» AIM OF THE EXERCISE: An exact copy of every entry is required, without the pictures.

(Data records)

• • •

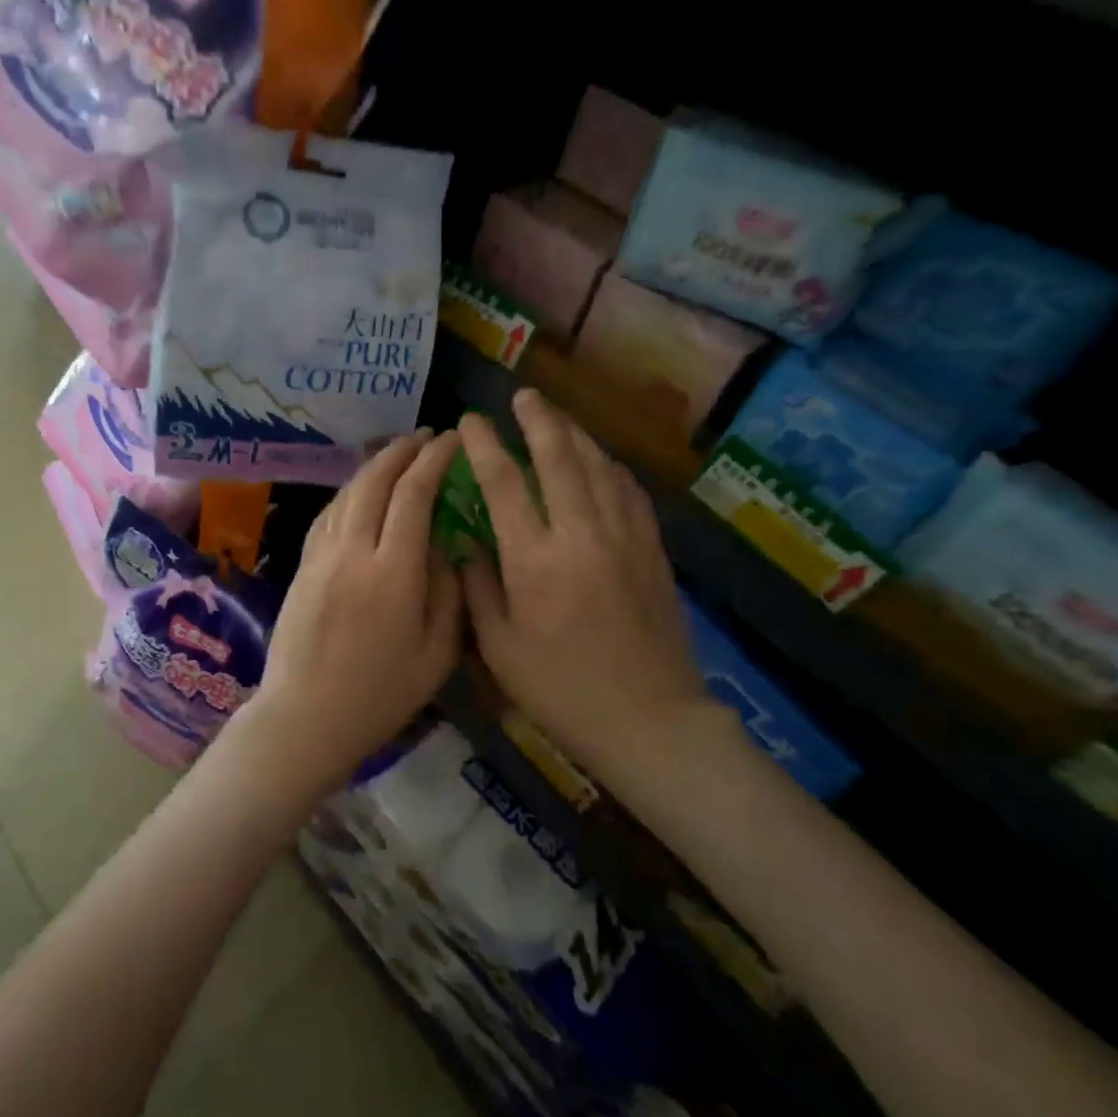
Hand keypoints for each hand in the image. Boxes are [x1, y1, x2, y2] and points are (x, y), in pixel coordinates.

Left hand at [240, 429, 465, 794]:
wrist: (304, 718)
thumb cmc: (380, 696)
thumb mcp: (437, 655)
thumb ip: (448, 593)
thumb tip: (449, 545)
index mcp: (393, 573)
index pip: (414, 496)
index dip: (434, 461)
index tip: (452, 441)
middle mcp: (353, 552)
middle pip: (375, 482)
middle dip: (402, 451)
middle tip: (426, 436)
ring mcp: (321, 556)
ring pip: (347, 493)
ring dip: (373, 466)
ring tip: (397, 453)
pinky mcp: (302, 566)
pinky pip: (327, 515)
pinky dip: (349, 493)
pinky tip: (360, 491)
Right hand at [459, 391, 708, 769]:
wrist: (650, 721)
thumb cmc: (562, 691)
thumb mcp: (500, 648)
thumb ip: (478, 587)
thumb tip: (464, 542)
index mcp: (535, 559)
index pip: (504, 482)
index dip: (485, 446)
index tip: (471, 422)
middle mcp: (581, 535)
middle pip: (559, 458)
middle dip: (538, 420)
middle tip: (523, 395)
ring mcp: (623, 538)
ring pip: (599, 467)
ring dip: (576, 434)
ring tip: (557, 417)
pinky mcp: (652, 550)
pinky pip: (630, 492)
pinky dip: (611, 467)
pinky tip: (601, 461)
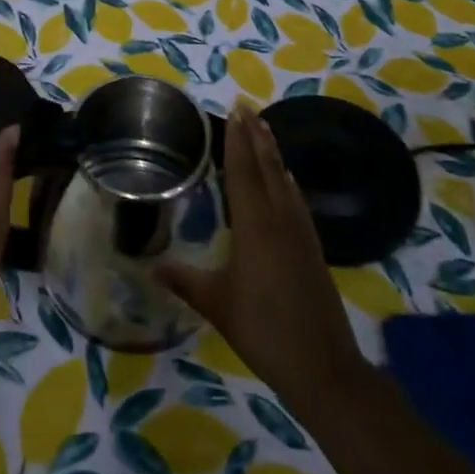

• • •

» RESULT OF THE EXERCISE:
Hand keypoints for each hand in the image. Boxes are [x1, y1, x2, y2] and points are (x, y), in pixel coordinates.

Left hand at [240, 429, 465, 794]:
wrist: (304, 718)
thumb cmc: (380, 696)
thumb mcp: (437, 655)
thumb ip: (448, 593)
thumb tip: (449, 545)
index mcp: (393, 573)
index pip: (414, 496)
index dip: (434, 461)
index tip: (452, 441)
middle mcp: (353, 552)
middle pip: (375, 482)
middle dip: (402, 451)
middle tip: (426, 436)
ring mcp: (321, 556)
ring pip: (347, 493)
ring dip: (373, 466)
ring tip: (397, 453)
pinky mcp: (302, 566)
pinky pip: (327, 515)
pinky dip: (349, 493)
pinky tip: (360, 491)
Right hand at [459, 391, 708, 769]:
wrist: (650, 721)
thumb cmc: (562, 691)
thumb mcp: (500, 648)
thumb ip: (478, 587)
thumb tip: (464, 542)
index mcp: (535, 559)
index pip: (504, 482)
index dip: (485, 446)
index tip: (471, 422)
middle mcp: (581, 535)
middle pip: (559, 458)
middle dip: (538, 420)
middle tip: (523, 395)
ring mcp: (623, 538)
ring pip: (599, 467)
ring dip: (576, 434)
ring tip: (557, 417)
pinky mcp: (652, 550)
pinky pip: (630, 492)
pinky dip: (611, 467)
pinky tip: (601, 461)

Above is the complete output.